Children in the poorest parts of the country face the greatest difficulty in getting an education. Those who remain in school are forced into two years of quasi-military service from the age of 14 in the "Red Young Guards, and “illiteracy rates have increased and the overall level of academic achievement in North Korean youth has decreased in most areas except for Pyongyang and a handful of other areas,” the report said.

North Korea’s political geography

As far as citizens are concerned the country is divided into three areas. The capital constitutes a privileged enclave whose residents are well fed and well educated as descendants of the Communist elite that founded the regime. A second area is represented by the other provinces whose residents need police permission to travel; living in chronic poverty that turns into outright destitution when famine and other economic crises hits. A final area is constituted by concentration camps, home for political dissidents and would-be refugees from the regime.
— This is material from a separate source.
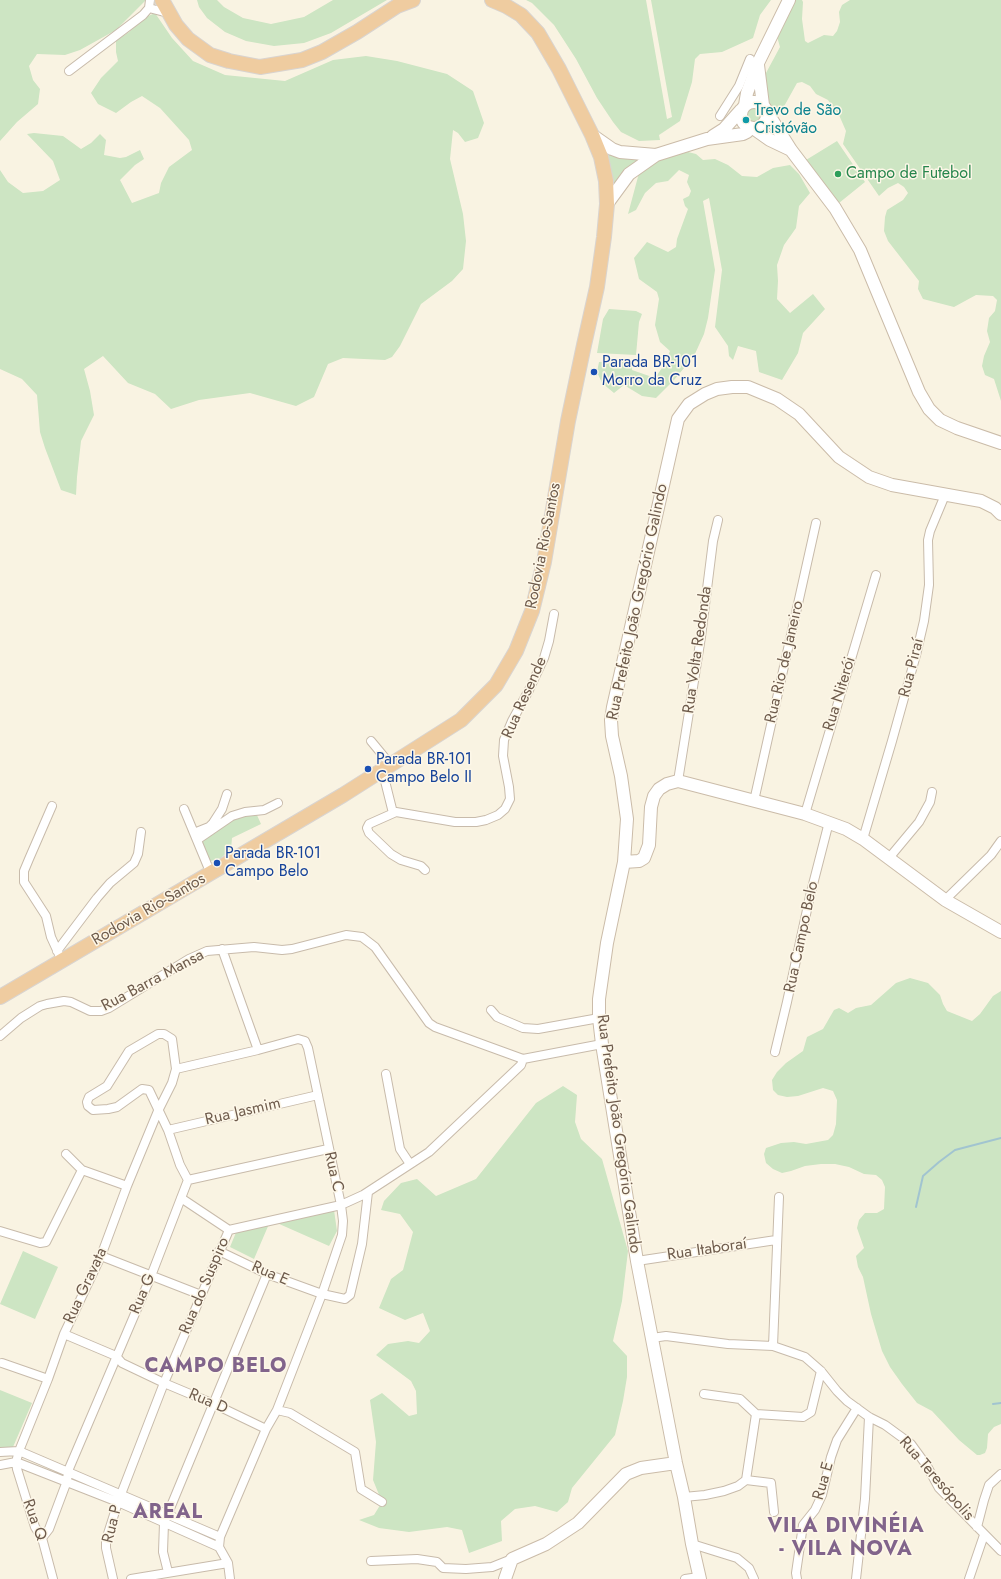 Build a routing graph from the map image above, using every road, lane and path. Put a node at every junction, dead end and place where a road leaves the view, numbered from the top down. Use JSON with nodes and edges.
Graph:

North Korea’s gulag is the focus of NGO attention. In December a Japan-based human rights group, ‘No Fence in North Korea’, sponsored an International Conference for the Abolition of Concentration Camps in North Korea.

The conference’s main guest speaker, US human rights expert David Hawk, said: “There should also be international thought and attention not only to disabling and dismantling the nuclear production facilities at Yongbyon, but also to disable and dismantle the prison camps in North Korea.”

According to the group, there are as many as 300,000 political prisoners held in labour camps in remote regions of North Korea, with many subjected to torture and summary execution.

Human rights at the centre of any North Korea policy

NGOs are conscious that whilst awareness raising may be important it is not enough without political backing. For Rabbi Abraham Cooper, vice-chairman of US-based North Korea Freedom Coalition, which represents more than 70 international NGOs, diplomacy focused on denuclearisation has failed to produce results, which is why he is urging US President Barack Obama to shift tactics

Rabbi Cooper said that human rights should drive US policy vis-à-vis North Korea, noting that the leverage of human rights issues by the United States bore significant fruit in ending the Cold War.